This morning, Czechs head to the polls to vote in the country's first general election since 2021, and the world is watching. International media from The New York Times to the BBC are framing the vote not only as a domestic political contest, but as a referendum on whether Ukraine will continue receiving support that has kept Russian forces at bay.
"Secretive Program that Keeps Ukraine’s Weapons Firing is Suddenly in Doubt" read Tuesday's headline in the Times, reflecting how Washington, Kyiv, and Moscow are all watching Prague with unusual intensity for a parliamentary election in a small Central European country.
Czechia's opposition not as keen on Ukraine
The article's focus is on the Czech ammunition initiative, which has supplied 3.5 million artillery shells to Ukraine and has become central to the country’s defense. According to the Times, it remains unclear how Ukraine would cover its ammunition consumption without the mass Czech program, as the country fires roughly 15,000 shells daily.
Controversial populist billionaire Andrej Babiš, whose ANO movement enjoys a strong lead in the latest polls, has said the program is overpriced and non-transparent.

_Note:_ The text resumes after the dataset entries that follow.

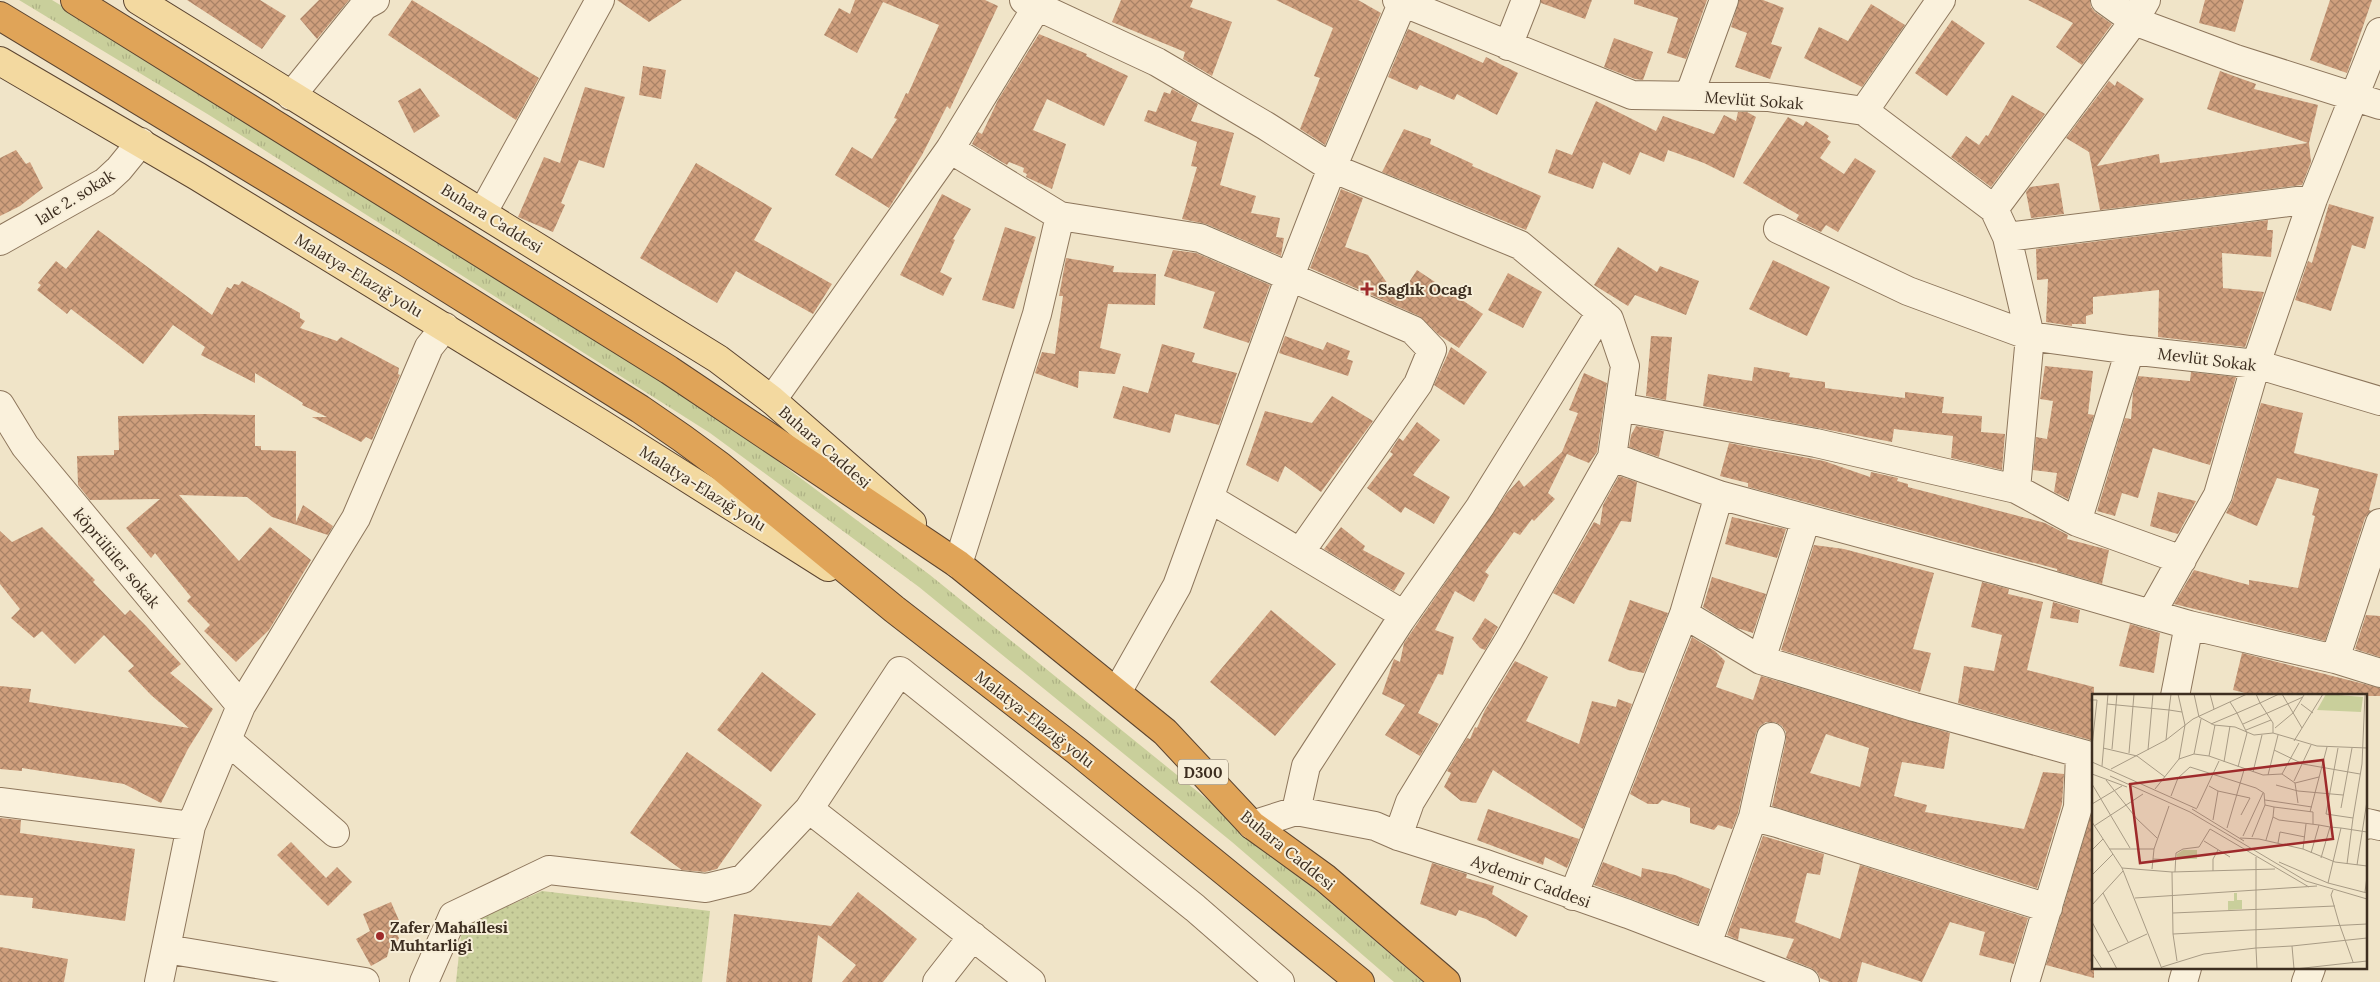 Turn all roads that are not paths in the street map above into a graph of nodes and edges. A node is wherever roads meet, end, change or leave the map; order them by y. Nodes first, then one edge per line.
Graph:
1 (75, 0) edge
2 (138, 0) edge
3 (375, 0) edge
4 (600, 0) edge
5 (1526, 0) edge
6 (1724, 0) edge
7 (1941, 0) edge
8 (2105, 0) edge
9 (1034, 2) edge
10 (1399, 2) edge
11 (2140, 11) edge
12 (0, 16) edge
13 (2380, 32) edge
14 (1508, 46) junction
15 (0, 61) edge
16 (291, 96) junction
17 (1689, 96) junction
18 (2354, 98) junction
19 (2380, 105) edge
20 (1864, 111) junction
21 (141, 142) junction
22 (950, 149) junction
23 (1332, 168) junction
24 (2313, 199) junction
25 (1994, 209) junction
26 (482, 212) junction
27 (1060, 216) junction
28 (1778, 230) dead end
29 (2006, 237) junction
30 (0, 241) edge
31 (1290, 276) junction
32 (1601, 312) junction
33 (445, 327) junction
34 (2030, 336) junction
35 (2130, 350) junction
36 (2256, 364) junction
37 (772, 400) junction
38 (2380, 401) edge
39 (0, 405) edge
40 (1619, 407) junction
41 (1612, 457) junction
42 (2016, 489) junction
43 (1719, 495) junction
44 (1209, 498) junction
45 (1806, 519) junction
46 (2077, 522) junction
47 (2380, 523) edge
48 (1301, 551) junction
49 (2182, 560) junction
50 (958, 564) junction
51 (894, 609) junction
52 (1684, 614) junction
53 (2151, 614) junction
54 (1404, 615) junction
55 (2189, 625) junction
56 (2335, 659) junction
57 (1761, 660) junction
58 (2380, 673) edge
59 (1117, 692) junction
60 (2175, 694) edge
61 (241, 706) junction
62 (1771, 737) dead end
63 (227, 740) junction
64 (2087, 755) edge
65 (0, 802) edge
66 (809, 809) junction
67 (1296, 811) junction
68 (1752, 817) junction
69 (1252, 825) junction
70 (191, 826) junction
71 (335, 833) dead end
72 (1398, 836) junction
73 (1574, 896) junction
74 (2048, 908) junction
75 (973, 936) junction
76 (1707, 944) junction
77 (166, 949) junction
78 (2310, 970) edge
79 (159, 982) edge
80 (366, 982) edge
81 (424, 982) edge
82 (937, 982) edge
83 (1031, 982) edge
84 (1280, 982) edge
85 (1360, 982) edge
86 (1446, 982) edge
87 (1805, 982) edge
88 (2025, 982) edge
89 (2306, 982) edge

1 - 50 highway
2 - 16 main road, Buhara Caddesi / D300
3 - 16 street
4 - 26 street
5 - 14 street
6 - 17 street
7 - 20 street
8 - 11 street
9 - 22 street
9 - 23 street
10 - 14 street, Mevlüt Sokak
10 - 23 street
11 - 18 street
11 - 25 street
12 - 51 highway
13 - 18 street
14 - 17 street, Mevlüt Sokak
15 - 21 main road, Malatya-Elazığ yolu
16 - 26 main road, Buhara Caddesi / D300
17 - 20 street, Mevlüt Sokak
18 - 19 street
18 - 24 street
20 - 25 street, Mevlüt Sokak
21 - 30 street, lale 2. sokak
21 - 33 main road, Malatya-Elazığ yolu
22 - 27 street
22 - 37 street
23 - 31 street
23 - 32 street
24 - 29 street
24 - 36 street
25 - 29 street, Mevlüt Sokak
26 - 37 main road, Buhara Caddesi / D300
27 - 31 street
27 - 50 street
28 - 34 street
29 - 34 street, Mevlüt Sokak
31 - 44 street
31 - 48 street
32 - 40 street
32 - 54 street
33 - 51 main road, Malatya-Elazığ yolu
33 - 61 street
34 - 35 street, Mevlüt Sokak
34 - 42 street, Mevlüt Sokak
35 - 36 street, Mevlüt Sokak
35 - 46 street
36 - 38 street, Mevlüt Sokak
36 - 49 street
37 - 50 main road, Buhara Caddesi / D300
39 - 61 street, köprülüler sokak
40 - 41 street
40 - 42 street
41 - 43 street
41 - 72 street
42 - 46 street
43 - 45 street
43 - 52 street
44 - 48 street
44 - 59 street
45 - 53 street
45 - 57 street
46 - 49 street
47 - 56 street
48 - 54 street
49 - 53 street
50 - 59 highway, Buhara Caddesi / D300
51 - 85 highway, Malatya-Elazığ yolu
52 - 57 street
52 - 73 street
53 - 55 street
54 - 67 street
55 - 56 street
55 - 60 street
56 - 58 street
57 - 64 street
59 - 69 highway, Buhara Caddesi / D300
61 - 63 street
62 - 68 street
63 - 70 street
63 - 71 street
64 - 74 street
65 - 70 street
66 - 75 street
66 - 81 street
66 - 84 street
67 - 69 street, Aydemir Caddesi
67 - 72 street, Aydemir Caddesi
68 - 74 street
68 - 76 street
69 - 86 highway, Buhara Caddesi / D300
70 - 77 street
72 - 73 street, Aydemir Caddesi
73 - 76 street, Aydemir Caddesi
74 - 88 street
75 - 82 street
75 - 83 street
76 - 87 street, Aydemir Caddesi
77 - 79 street
77 - 80 street
78 - 89 street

As the Times writes, "opposition leaders have vowed either to disband the ammunition program or to ask NATO to run it so they can concentrate on the country’s wobbly economy."
ANO’s potential coalition partner on the far right—the Freedom and Direct Democracy Party—wants to go further, with radical cuts to defense spending and even the expulsion of Ukrainian refugees.
A little over a month ago, current Czech Foreign Minister Jan Lipavský strongly defended the ammunition initiative at a meeting with other Czech ambassadors. He went as far as to say its suspension would be a "gift to Putin."
He argued it costs Czech taxpayers relatively little as it's financed mainly by allied contributions, and that NATO lacks the "necessary apparatus" to take over the program.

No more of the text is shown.